EP by Discharge
- Released: April 1981
- Recorded: 1981
- Studio: The Grove, London
- Genre: Hardcore punk
- Length: 14:43
- Label: Clay Records
- Producer: Mike Stone

Discharge chronology
| Decontrol (1980) | Why (1981) | Never Again (1981) |

= Why (Discharge EP) =

Why is the fourth EP by English hardcore punk band Discharge, released in 1981 on Clay Records.
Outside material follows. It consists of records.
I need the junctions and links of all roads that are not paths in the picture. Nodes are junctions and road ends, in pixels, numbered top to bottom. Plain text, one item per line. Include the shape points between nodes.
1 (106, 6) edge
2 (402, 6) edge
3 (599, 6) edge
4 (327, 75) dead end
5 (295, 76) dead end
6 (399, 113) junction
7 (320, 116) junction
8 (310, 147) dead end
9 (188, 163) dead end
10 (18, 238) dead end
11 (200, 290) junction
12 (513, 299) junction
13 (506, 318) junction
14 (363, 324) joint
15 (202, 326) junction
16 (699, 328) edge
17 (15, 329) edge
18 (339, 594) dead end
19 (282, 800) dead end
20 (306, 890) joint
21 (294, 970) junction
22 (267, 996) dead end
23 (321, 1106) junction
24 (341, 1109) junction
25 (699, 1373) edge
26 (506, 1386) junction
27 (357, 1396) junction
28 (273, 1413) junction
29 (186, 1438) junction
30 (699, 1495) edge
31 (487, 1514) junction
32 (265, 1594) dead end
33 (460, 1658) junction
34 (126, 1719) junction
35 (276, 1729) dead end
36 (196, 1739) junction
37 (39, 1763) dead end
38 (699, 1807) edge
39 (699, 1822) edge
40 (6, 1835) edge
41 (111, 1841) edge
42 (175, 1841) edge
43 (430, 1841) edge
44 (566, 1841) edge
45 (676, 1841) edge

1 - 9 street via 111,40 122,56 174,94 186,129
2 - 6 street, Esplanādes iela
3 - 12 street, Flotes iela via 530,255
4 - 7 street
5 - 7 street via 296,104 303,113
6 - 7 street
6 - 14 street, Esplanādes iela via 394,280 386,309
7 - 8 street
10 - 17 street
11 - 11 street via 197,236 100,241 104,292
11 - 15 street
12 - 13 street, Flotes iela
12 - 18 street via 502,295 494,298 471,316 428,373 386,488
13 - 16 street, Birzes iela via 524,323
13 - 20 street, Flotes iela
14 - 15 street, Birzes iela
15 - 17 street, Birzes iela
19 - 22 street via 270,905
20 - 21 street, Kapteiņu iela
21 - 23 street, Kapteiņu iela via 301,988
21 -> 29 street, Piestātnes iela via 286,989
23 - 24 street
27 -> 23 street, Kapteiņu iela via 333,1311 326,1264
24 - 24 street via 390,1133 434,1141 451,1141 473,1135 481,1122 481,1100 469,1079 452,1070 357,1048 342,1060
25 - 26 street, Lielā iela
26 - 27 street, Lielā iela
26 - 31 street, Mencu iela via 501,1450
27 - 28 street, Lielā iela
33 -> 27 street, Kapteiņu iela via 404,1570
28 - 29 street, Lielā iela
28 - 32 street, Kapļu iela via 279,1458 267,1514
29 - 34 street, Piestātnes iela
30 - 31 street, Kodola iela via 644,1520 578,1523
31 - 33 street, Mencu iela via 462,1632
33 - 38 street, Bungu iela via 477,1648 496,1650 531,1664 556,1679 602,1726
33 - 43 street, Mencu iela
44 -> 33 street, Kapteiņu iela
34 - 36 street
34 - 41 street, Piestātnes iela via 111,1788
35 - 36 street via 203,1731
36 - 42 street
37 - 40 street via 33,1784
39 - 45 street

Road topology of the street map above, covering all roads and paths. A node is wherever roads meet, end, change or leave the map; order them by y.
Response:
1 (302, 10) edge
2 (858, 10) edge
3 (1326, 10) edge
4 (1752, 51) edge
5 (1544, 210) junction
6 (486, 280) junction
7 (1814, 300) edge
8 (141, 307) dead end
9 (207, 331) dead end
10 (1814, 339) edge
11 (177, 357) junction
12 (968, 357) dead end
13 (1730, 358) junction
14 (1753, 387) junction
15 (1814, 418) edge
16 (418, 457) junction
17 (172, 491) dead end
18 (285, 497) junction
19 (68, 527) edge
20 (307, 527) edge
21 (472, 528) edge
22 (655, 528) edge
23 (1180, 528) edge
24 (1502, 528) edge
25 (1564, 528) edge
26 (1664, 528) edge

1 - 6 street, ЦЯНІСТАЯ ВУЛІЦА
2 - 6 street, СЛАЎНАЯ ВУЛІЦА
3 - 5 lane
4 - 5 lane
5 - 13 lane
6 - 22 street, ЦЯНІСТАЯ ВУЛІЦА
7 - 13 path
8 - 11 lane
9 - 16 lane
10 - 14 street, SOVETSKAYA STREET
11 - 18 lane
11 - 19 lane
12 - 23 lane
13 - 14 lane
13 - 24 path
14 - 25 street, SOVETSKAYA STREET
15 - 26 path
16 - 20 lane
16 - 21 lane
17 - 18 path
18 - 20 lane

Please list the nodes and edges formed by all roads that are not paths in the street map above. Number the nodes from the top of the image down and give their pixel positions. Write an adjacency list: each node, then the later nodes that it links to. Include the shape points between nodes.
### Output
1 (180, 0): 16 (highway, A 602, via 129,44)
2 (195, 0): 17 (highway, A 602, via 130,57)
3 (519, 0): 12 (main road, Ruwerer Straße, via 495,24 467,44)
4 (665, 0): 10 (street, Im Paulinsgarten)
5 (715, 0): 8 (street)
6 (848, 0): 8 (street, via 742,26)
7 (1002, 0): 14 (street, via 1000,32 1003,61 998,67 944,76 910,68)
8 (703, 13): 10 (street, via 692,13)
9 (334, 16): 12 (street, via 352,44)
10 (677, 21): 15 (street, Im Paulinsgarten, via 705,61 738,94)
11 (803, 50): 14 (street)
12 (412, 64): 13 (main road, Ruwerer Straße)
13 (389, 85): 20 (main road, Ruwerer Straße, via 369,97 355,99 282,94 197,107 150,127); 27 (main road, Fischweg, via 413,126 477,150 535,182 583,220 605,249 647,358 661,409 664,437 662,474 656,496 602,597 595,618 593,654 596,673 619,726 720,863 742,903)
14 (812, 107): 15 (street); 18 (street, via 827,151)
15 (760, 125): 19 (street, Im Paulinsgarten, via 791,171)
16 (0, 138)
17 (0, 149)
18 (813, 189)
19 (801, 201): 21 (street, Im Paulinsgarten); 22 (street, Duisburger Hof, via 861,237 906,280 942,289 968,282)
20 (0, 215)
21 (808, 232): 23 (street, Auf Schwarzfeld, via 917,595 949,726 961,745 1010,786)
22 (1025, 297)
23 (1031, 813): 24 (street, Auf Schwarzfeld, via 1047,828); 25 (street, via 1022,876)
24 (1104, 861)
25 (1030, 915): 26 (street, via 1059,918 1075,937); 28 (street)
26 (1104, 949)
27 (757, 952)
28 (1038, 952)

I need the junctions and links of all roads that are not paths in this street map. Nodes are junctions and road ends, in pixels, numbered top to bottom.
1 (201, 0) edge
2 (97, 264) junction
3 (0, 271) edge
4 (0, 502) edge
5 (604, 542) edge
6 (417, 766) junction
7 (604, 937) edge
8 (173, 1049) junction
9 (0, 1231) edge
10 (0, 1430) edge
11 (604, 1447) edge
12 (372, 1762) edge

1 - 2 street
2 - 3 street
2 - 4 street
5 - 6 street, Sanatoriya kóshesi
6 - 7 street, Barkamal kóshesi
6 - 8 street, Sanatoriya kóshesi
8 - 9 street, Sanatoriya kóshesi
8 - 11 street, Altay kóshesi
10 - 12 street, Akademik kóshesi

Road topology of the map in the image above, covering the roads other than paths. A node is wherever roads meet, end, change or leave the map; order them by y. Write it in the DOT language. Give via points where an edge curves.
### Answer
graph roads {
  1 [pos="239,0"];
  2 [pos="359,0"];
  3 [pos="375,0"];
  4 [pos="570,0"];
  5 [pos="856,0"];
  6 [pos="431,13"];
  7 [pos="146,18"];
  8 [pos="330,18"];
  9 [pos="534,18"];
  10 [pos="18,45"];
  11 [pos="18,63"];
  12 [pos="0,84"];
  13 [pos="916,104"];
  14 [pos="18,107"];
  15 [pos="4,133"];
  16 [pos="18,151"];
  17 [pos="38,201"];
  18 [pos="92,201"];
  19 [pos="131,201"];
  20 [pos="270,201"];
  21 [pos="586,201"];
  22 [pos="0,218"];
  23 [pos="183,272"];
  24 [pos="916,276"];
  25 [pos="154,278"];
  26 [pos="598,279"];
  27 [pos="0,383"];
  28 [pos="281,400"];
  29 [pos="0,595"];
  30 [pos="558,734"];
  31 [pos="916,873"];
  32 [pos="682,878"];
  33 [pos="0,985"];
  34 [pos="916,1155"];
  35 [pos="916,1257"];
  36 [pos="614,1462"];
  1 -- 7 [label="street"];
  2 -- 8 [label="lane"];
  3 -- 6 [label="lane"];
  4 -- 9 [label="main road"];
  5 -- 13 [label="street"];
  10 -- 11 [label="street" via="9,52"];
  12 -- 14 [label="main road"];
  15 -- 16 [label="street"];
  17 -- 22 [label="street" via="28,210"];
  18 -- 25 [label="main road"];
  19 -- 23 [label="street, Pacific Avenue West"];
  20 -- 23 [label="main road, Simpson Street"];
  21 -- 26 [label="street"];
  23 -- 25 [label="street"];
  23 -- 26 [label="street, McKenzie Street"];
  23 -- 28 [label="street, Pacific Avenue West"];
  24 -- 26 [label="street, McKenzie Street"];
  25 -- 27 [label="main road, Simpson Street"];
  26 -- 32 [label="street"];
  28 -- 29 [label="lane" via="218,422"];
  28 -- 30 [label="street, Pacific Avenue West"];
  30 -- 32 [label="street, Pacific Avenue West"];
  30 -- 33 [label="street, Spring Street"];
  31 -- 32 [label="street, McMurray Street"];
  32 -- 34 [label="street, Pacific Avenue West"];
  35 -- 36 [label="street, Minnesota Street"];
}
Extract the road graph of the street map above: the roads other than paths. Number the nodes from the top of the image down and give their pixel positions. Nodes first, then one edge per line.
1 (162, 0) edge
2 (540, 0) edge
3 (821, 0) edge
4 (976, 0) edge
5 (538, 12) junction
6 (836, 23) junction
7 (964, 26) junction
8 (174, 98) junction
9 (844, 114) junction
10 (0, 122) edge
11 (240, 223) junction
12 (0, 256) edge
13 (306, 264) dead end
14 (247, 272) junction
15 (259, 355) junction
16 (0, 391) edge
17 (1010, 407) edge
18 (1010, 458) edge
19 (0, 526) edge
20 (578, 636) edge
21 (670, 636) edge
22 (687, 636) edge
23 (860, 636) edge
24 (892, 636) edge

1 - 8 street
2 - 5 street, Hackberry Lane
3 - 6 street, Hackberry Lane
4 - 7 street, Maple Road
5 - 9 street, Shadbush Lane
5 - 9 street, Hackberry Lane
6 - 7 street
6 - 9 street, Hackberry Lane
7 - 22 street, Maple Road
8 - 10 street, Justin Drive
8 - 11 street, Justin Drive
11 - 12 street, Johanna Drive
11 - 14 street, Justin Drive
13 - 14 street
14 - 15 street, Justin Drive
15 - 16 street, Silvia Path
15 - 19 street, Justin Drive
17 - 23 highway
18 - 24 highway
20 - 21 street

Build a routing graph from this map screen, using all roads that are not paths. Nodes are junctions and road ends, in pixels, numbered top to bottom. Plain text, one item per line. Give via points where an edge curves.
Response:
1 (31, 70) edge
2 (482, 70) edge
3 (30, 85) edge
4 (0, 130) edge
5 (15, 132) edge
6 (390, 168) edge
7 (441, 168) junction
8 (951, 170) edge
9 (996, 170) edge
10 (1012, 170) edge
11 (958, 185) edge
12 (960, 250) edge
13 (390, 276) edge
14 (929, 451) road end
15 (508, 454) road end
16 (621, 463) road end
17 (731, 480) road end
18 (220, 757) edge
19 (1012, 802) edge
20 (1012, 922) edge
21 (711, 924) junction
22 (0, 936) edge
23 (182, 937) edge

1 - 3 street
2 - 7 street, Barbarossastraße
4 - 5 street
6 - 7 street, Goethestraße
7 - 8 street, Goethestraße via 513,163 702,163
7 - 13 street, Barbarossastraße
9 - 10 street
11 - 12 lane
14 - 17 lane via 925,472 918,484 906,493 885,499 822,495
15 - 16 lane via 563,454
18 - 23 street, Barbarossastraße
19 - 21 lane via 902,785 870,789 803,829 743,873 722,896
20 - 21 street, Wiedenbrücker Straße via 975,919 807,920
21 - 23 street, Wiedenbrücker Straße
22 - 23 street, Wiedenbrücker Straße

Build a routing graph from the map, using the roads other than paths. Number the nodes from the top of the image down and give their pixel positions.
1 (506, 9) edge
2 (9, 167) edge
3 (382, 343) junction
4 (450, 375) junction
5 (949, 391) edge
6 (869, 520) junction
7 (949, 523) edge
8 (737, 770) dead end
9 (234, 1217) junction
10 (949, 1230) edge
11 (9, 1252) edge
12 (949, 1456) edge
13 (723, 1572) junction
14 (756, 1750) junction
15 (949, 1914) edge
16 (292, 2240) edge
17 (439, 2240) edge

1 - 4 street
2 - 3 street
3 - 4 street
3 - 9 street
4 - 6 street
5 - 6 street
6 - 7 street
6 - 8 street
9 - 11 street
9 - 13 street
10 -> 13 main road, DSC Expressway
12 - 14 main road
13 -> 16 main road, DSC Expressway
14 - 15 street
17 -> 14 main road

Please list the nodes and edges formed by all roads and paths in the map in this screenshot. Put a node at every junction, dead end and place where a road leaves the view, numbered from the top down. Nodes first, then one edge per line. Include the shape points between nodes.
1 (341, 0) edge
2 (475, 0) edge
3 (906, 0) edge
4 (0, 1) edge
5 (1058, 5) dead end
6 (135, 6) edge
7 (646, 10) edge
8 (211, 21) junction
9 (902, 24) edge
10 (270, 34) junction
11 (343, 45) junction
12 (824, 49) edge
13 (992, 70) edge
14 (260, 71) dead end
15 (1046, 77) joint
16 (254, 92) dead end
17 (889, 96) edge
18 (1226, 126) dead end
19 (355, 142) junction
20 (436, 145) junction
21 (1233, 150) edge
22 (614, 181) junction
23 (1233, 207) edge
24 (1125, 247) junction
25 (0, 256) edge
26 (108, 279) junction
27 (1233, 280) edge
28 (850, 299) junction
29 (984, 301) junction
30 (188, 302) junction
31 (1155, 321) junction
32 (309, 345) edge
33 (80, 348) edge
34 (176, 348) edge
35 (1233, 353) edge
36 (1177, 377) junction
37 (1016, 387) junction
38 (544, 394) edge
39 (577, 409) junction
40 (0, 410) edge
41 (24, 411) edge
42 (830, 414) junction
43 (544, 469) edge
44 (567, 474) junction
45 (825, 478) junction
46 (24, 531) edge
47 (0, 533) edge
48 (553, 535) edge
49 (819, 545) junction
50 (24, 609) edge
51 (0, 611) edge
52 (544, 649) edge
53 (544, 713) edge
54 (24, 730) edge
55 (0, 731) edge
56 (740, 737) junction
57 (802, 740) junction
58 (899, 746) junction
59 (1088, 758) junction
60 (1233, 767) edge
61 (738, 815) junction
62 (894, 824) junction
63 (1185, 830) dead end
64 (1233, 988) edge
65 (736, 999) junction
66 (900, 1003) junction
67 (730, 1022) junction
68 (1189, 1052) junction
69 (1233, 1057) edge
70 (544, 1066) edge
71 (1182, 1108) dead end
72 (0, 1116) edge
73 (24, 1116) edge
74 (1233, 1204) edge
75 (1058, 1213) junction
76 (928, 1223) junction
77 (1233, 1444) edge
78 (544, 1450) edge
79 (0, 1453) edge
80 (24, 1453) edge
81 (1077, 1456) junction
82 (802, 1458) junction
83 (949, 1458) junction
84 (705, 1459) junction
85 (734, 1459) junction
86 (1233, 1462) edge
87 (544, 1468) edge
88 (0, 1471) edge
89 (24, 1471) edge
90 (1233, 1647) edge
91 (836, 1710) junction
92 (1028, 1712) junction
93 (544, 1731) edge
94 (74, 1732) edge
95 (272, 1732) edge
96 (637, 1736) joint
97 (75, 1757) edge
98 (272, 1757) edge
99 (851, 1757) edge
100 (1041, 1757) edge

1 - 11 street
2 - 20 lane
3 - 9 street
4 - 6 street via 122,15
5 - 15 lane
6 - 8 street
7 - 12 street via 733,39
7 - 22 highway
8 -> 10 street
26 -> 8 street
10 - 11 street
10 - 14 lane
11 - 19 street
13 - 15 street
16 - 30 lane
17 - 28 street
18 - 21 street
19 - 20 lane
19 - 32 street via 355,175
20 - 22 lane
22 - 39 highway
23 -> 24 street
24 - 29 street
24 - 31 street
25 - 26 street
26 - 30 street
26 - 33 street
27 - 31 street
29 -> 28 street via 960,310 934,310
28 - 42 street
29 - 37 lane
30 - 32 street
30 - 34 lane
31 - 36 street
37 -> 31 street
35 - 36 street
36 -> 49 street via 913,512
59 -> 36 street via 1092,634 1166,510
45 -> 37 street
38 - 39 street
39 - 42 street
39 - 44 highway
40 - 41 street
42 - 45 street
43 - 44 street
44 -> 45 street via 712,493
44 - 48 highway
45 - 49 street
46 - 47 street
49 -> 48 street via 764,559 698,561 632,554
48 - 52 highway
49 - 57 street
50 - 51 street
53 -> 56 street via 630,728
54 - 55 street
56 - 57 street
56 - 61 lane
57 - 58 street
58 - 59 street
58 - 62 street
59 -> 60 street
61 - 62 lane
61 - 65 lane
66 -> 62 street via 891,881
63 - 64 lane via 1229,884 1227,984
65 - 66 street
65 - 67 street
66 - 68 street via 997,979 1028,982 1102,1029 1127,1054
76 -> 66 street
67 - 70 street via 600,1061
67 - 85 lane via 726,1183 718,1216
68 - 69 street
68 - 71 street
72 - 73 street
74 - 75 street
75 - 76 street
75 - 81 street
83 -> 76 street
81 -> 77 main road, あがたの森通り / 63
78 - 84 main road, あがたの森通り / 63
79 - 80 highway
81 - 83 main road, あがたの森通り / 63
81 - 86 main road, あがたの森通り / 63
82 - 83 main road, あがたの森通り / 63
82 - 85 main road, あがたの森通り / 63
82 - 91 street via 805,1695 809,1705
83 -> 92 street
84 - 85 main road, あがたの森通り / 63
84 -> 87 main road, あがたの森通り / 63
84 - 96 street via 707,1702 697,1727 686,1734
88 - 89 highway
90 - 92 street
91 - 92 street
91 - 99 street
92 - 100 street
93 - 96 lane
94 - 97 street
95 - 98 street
It reached number 1 on the UK Indie Charts in 1981. It was reissued in 2003 with 12 bonus tracks, in addition to the 10 tracks from the 1981 EP. The reissue EP is 31:52 in length.

Professional ratings
Review scores
| Source | Rating |
| AllMusic | Star |
| Punknews | Star |
| Sounds | Star |

==Track listing==
All tracks written by Discharge

| No. | Title | Length |
|---|---|---|
| 1. | "Visions of War" | 1:41 |
| 2. | "Does This System Work?" | 1:17 |
| 3. | "A Look at Tomorrow" | 1:57 |
| 4. | "Why" | 1:11 |
| 5. | "Maimed and Slaughtered" | 1:06 |
| 6. | "Mania for Conquest" | 1:16 |
| 7. | "Ain't No Feeble Bastard" | 1:30 |
| 8. | "Is This to Be?" | 1:31 |
| 9. | "Massacre of Innocents (Air Attack)" | 1:23 |
| 10. | "Why (Reprise)" | 1:49 |

===CD reissue bonus tracks===
1. "Realities of War"
2. "They Declare It"
3. "But After the Gig"
4. "Society's Victim"
5. "Fight Back"
6. "War's No Fairytale"
7. "Always Restrictions"
8. "You Take Part in Creating This System"
9. "Religion Instigates"
10. "Decontrol"
11. "It's No T.V. Sketch"
12. "Tomorrow Belongs to Us"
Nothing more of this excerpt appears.